** INFORMATION SHOWN follows **

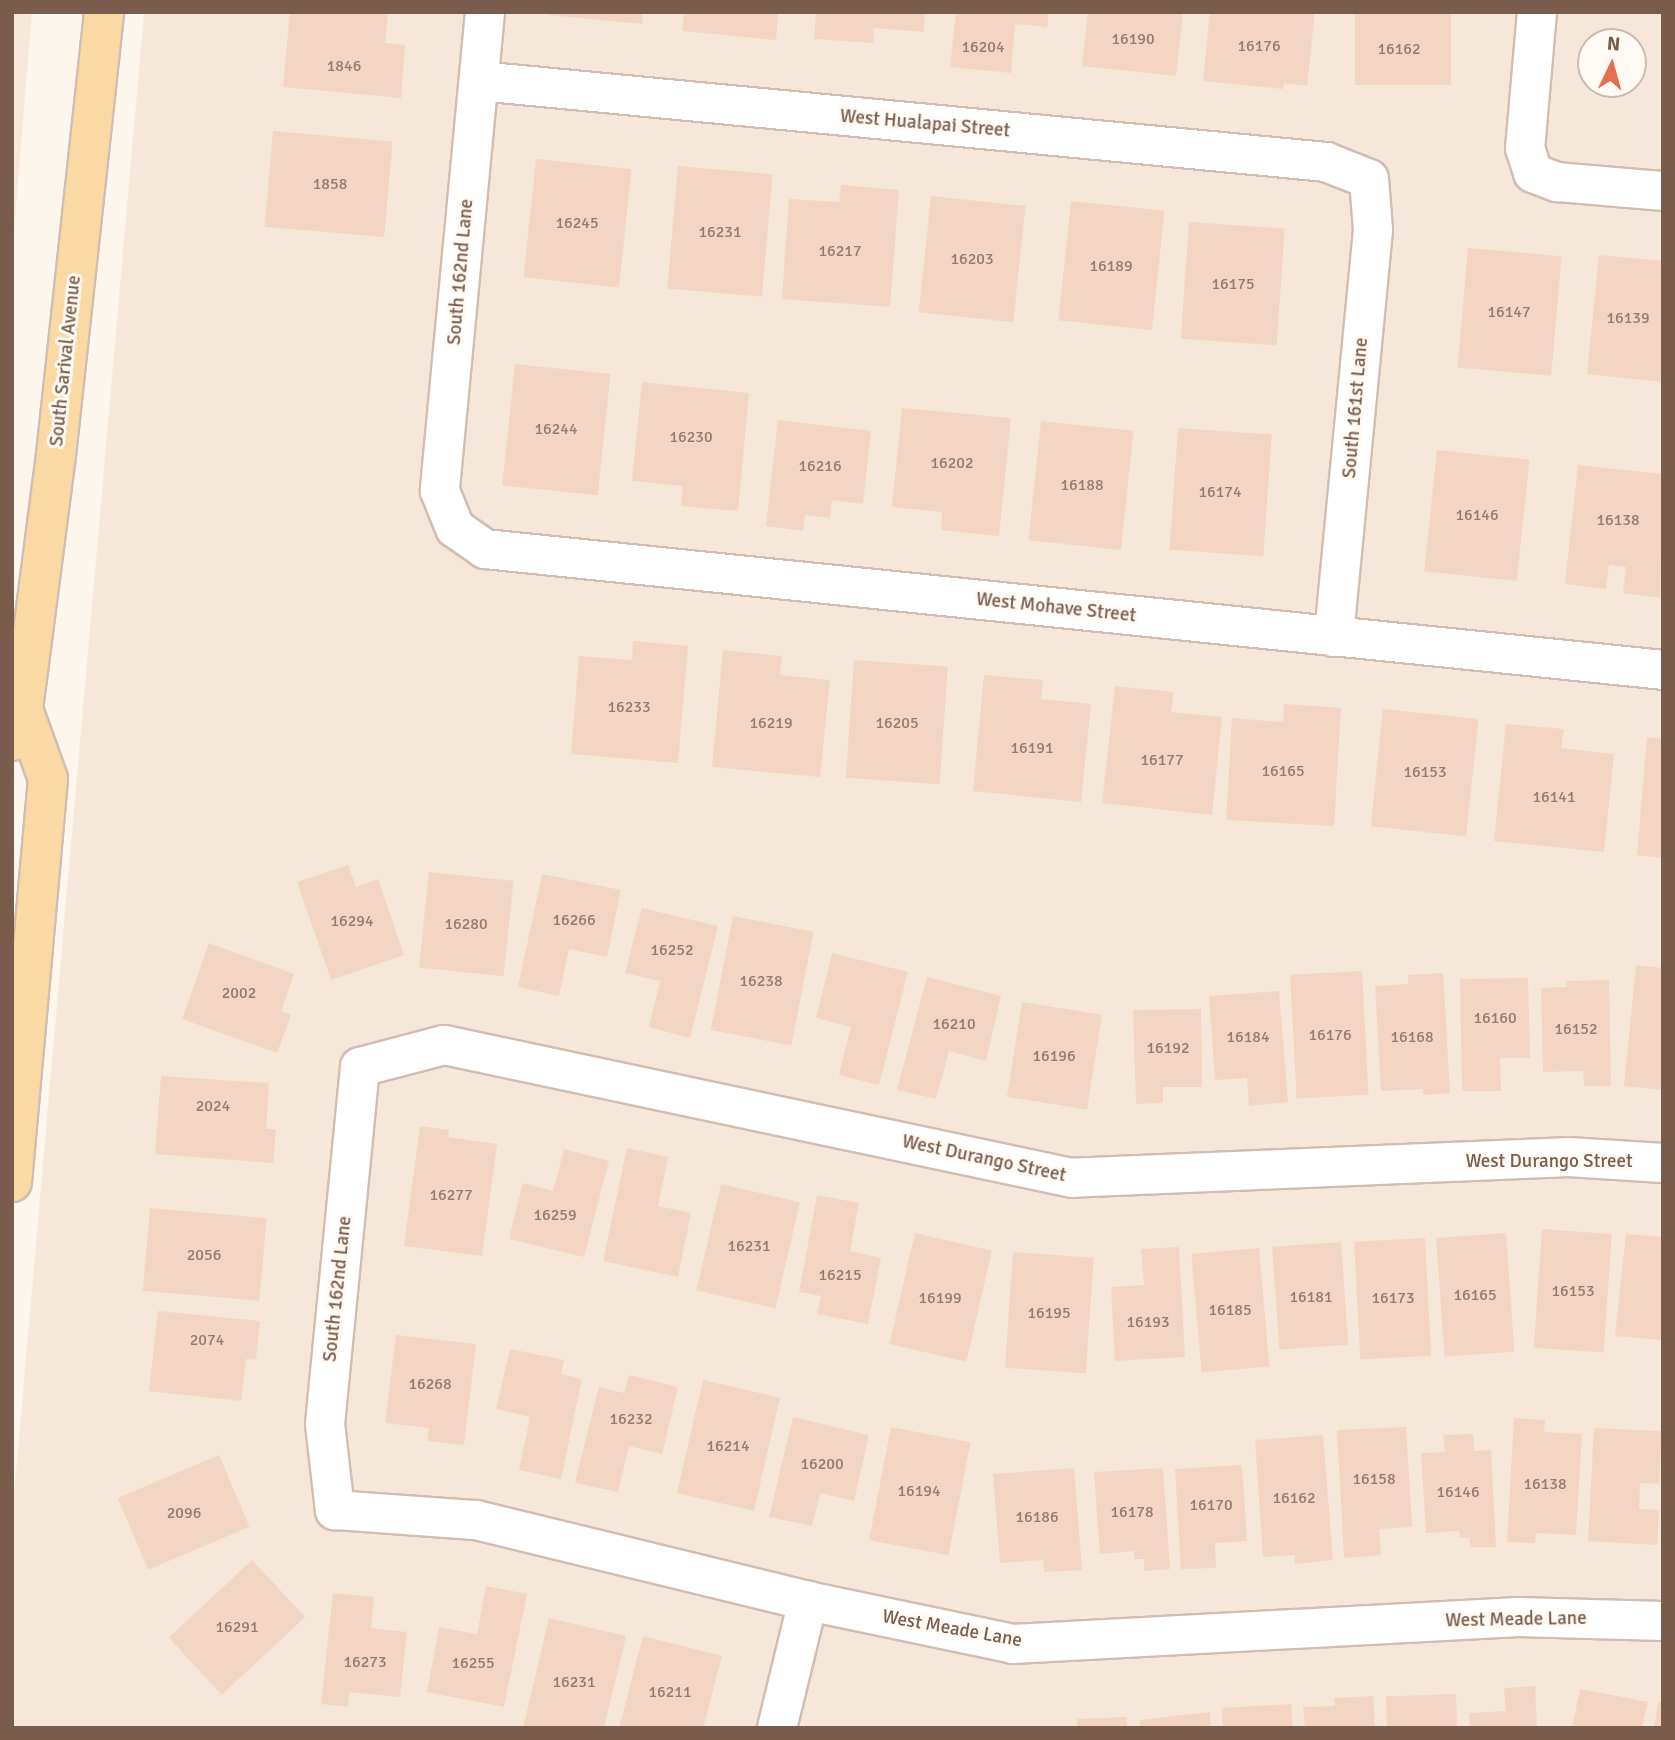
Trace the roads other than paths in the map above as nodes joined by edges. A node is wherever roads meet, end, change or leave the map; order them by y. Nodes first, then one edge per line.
1 (104, 12) edge
2 (485, 12) edge
3 (1537, 12) edge
4 (479, 81) junction
5 (1368, 179) joint
6 (1663, 191) edge
7 (455, 528) joint
8 (1334, 637) junction
9 (1663, 670) edge
10 (16, 719) edge
11 (360, 1067) joint
12 (1663, 1163) edge
13 (12, 1182) edge
14 (335, 1510) joint
15 (808, 1601) junction
16 (1663, 1621) edge
17 (776, 1728) edge

1 - 10 main road, South Sarival Avenue
2 - 4 street, South 162nd Lane
3 - 6 street
4 - 5 street, West Hualapai Street
4 - 7 street, South 162nd Lane
5 - 8 street, South 161st Lane
7 - 8 street, West Mohave Street
8 - 9 street, West Mohave Street
10 - 13 main road, South Sarival Avenue
11 - 12 street, West Durango Street
11 - 14 street, South 162nd Lane
14 - 15 street, West Meade Lane
15 - 16 street, West Meade Lane
15 - 17 street

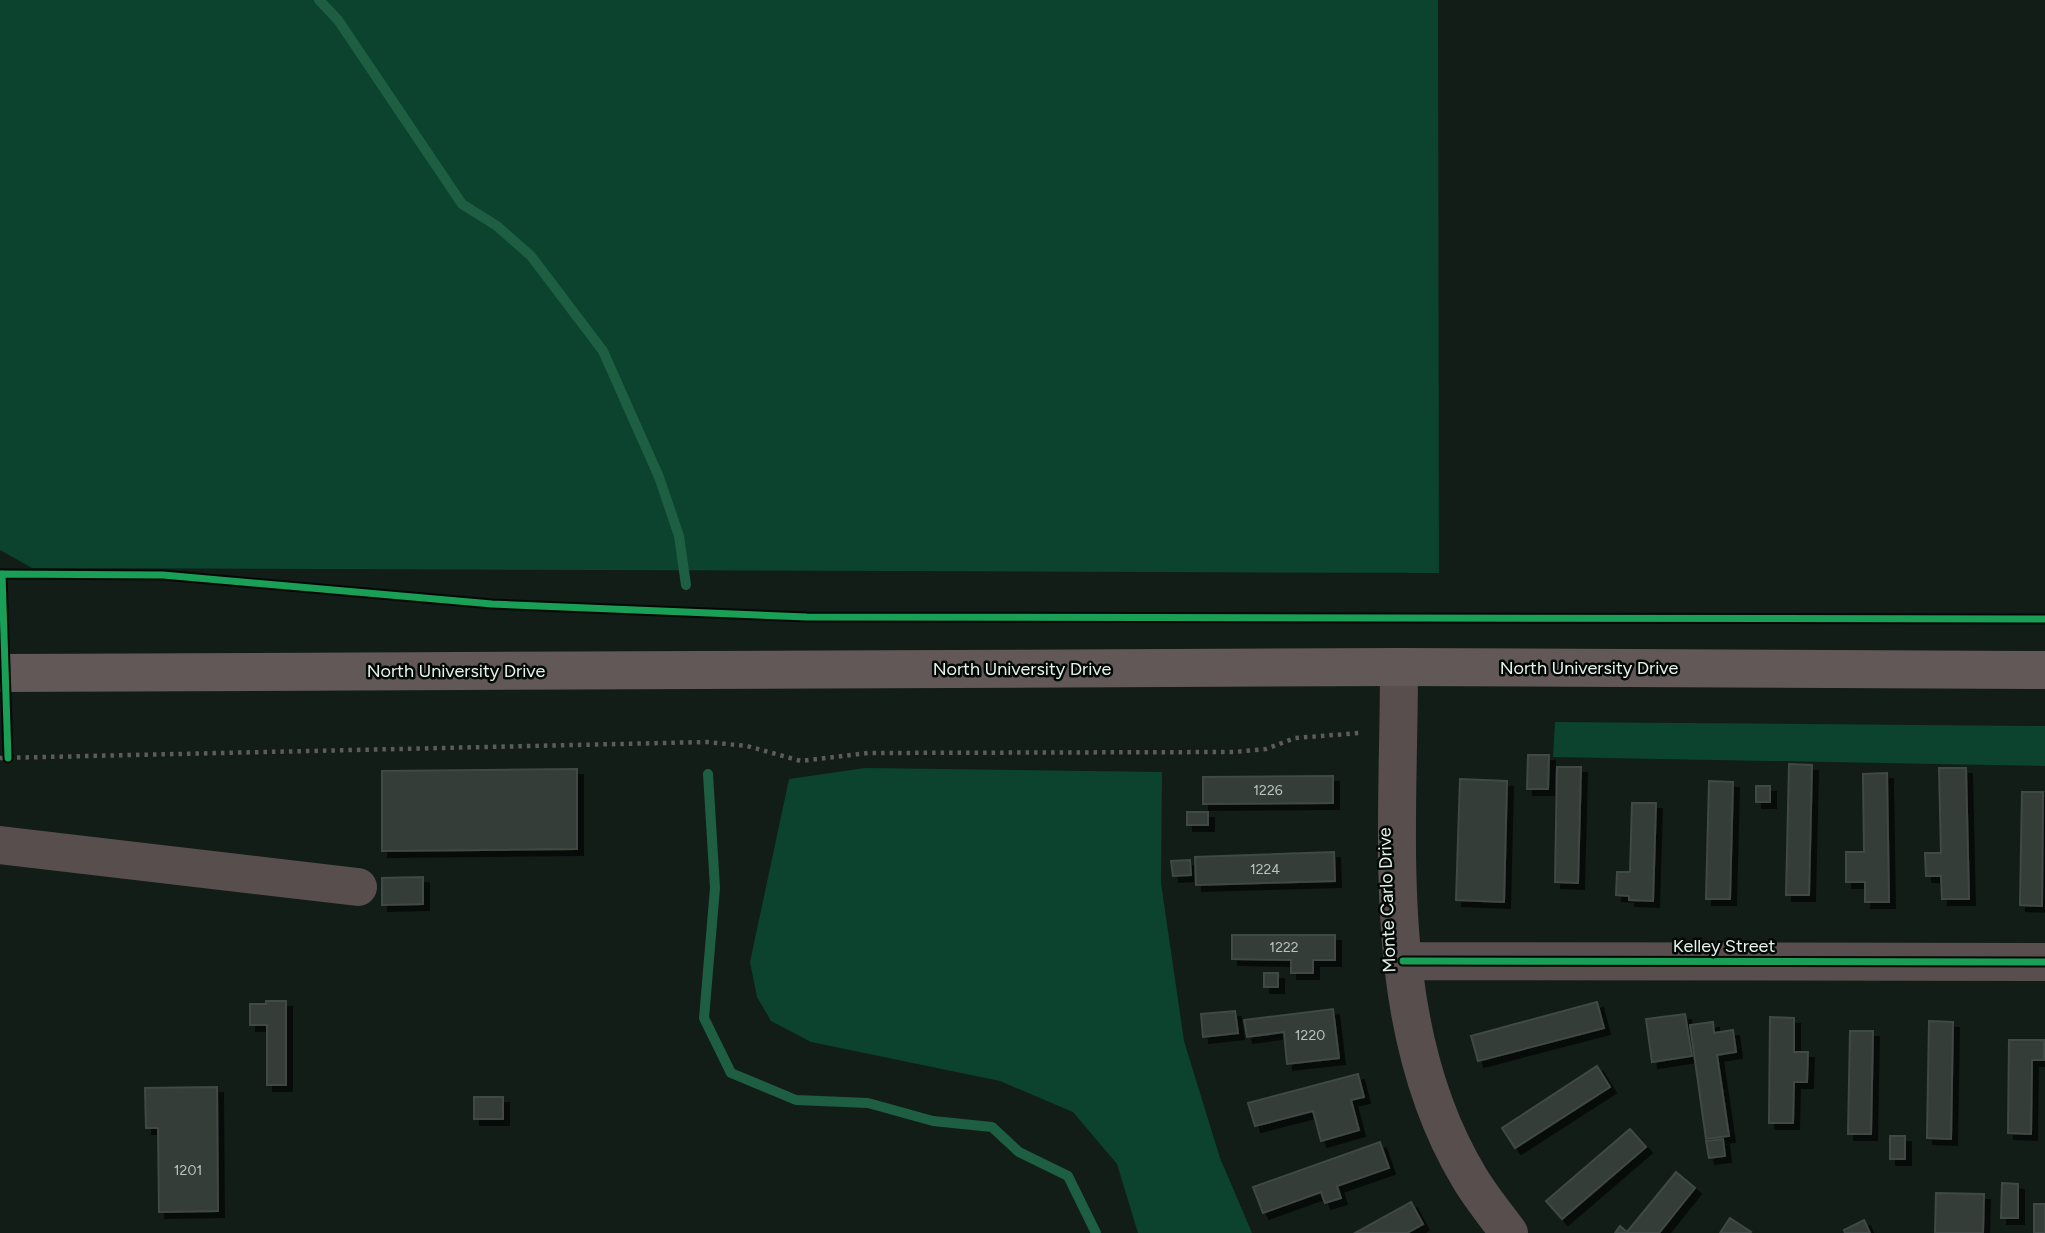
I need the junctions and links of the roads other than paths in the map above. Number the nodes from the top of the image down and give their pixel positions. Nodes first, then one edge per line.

** End of INFORMATION SHOWN **

▸ **REQUIRED ACTION**:
Each line of the data must be transcribed exactly; pictures are not carried over.

▸ **WORKED SOLUTION**:
Trace the roads other than paths in the map above as nodes joined by edges. A node is wherever roads meet, end, change or leave the map; order them by y. Nodes first, then one edge per line.
1 (104, 12) edge
2 (485, 12) edge
3 (1537, 12) edge
4 (479, 81) junction
5 (1368, 179) joint
6 (1663, 191) edge
7 (455, 528) joint
8 (1334, 637) junction
9 (1663, 670) edge
10 (16, 719) edge
11 (360, 1067) joint
12 (1663, 1163) edge
13 (12, 1182) edge
14 (335, 1510) joint
15 (808, 1601) junction
16 (1663, 1621) edge
17 (776, 1728) edge

1 - 10 main road, South Sarival Avenue
2 - 4 street, South 162nd Lane
3 - 6 street
4 - 5 street, West Hualapai Street
4 - 7 street, South 162nd Lane
5 - 8 street, South 161st Lane
7 - 8 street, West Mohave Street
8 - 9 street, West Mohave Street
10 - 13 main road, South Sarival Avenue
11 - 12 street, West Durango Street
11 - 14 street, South 162nd Lane
14 - 15 street, West Meade Lane
15 - 16 street, West Meade Lane
15 - 17 street

I need the junctions and links of the roads other than paths in the map above. Number the nodes from the top of the image down and give their pixel positions. Nodes first, then one edge per line.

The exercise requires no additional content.